(Stored items from a collection)
....................

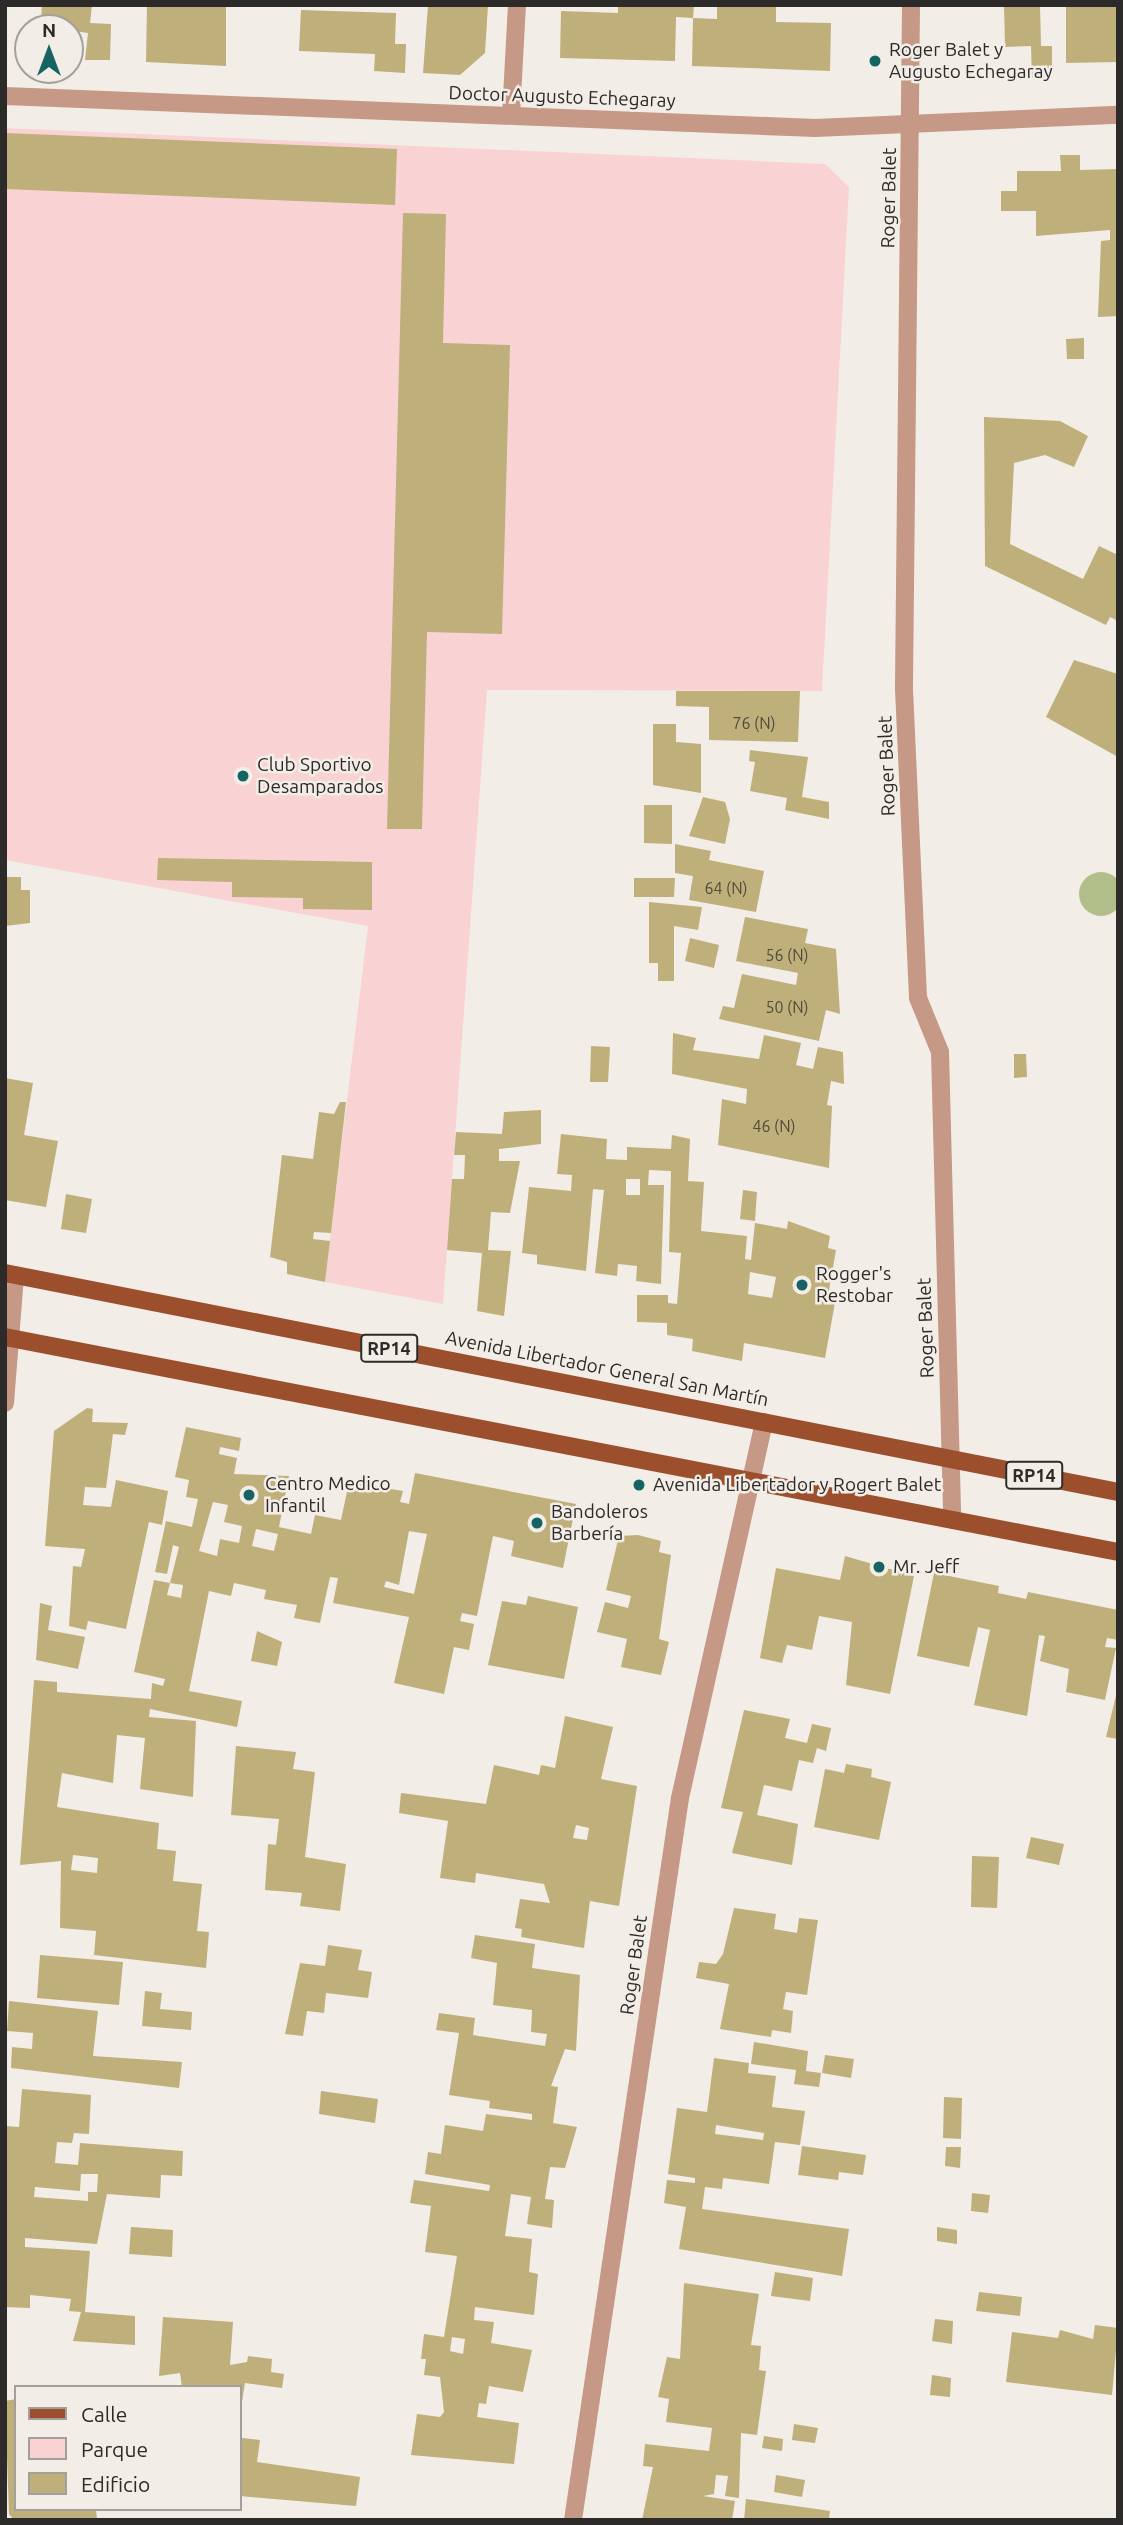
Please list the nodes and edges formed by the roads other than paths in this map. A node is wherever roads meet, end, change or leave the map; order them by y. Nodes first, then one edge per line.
1 (517, 5) edge
2 (911, 5) edge
3 (5, 96) edge
4 (511, 115) junction
5 (1118, 115) edge
6 (910, 121) junction
7 (10, 1274) edge
8 (8, 1338) edge
9 (5, 1403) edge
10 (764, 1422) junction
11 (951, 1459) junction
12 (750, 1482) junction
13 (1118, 1492) edge
14 (952, 1520) junction
15 (1118, 1552) edge
16 (573, 2520) edge

1 - 4 street
2 - 6 street, Roger Balet
3 - 4 street, Doctor Augusto Echegaray
4 - 6 street, Doctor Augusto Echegaray
5 - 6 street, Doctor Augusto Echegaray
6 - 11 street, Roger Balet
7 - 8 street
7 - 10 main road, Avenida Libertador General San Martín / RP14
8 - 9 street
8 - 12 main road
10 - 11 main road, Avenida Libertador General San Martín / RP14
10 - 12 street, Roger Balet
11 - 13 main road, Avenida Libertador General San Martín / RP14
11 - 14 street, Roger Balet
12 - 14 main road
12 - 16 street, Roger Balet
14 - 15 main road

....................

» **Task prompt**:
Pictures aside, reproduce every record exactly as it stands.

» **Finished task**:
Please list the nodes and edges formed by the roads other than paths in this map. A node is wherever roads meet, end, change or leave the map; order them by y. Nodes first, then one edge per line.
1 (517, 5) edge
2 (911, 5) edge
3 (5, 96) edge
4 (511, 115) junction
5 (1118, 115) edge
6 (910, 121) junction
7 (10, 1274) edge
8 (8, 1338) edge
9 (5, 1403) edge
10 (764, 1422) junction
11 (951, 1459) junction
12 (750, 1482) junction
13 (1118, 1492) edge
14 (952, 1520) junction
15 (1118, 1552) edge
16 (573, 2520) edge

1 - 4 street
2 - 6 street, Roger Balet
3 - 4 street, Doctor Augusto Echegaray
4 - 6 street, Doctor Augusto Echegaray
5 - 6 street, Doctor Augusto Echegaray
6 - 11 street, Roger Balet
7 - 8 street
7 - 10 main road, Avenida Libertador General San Martín / RP14
8 - 9 street
8 - 12 main road
10 - 11 main road, Avenida Libertador General San Martín / RP14
10 - 12 street, Roger Balet
11 - 13 main road, Avenida Libertador General San Martín / RP14
11 - 14 street, Roger Balet
12 - 14 main road
12 - 16 street, Roger Balet
14 - 15 main road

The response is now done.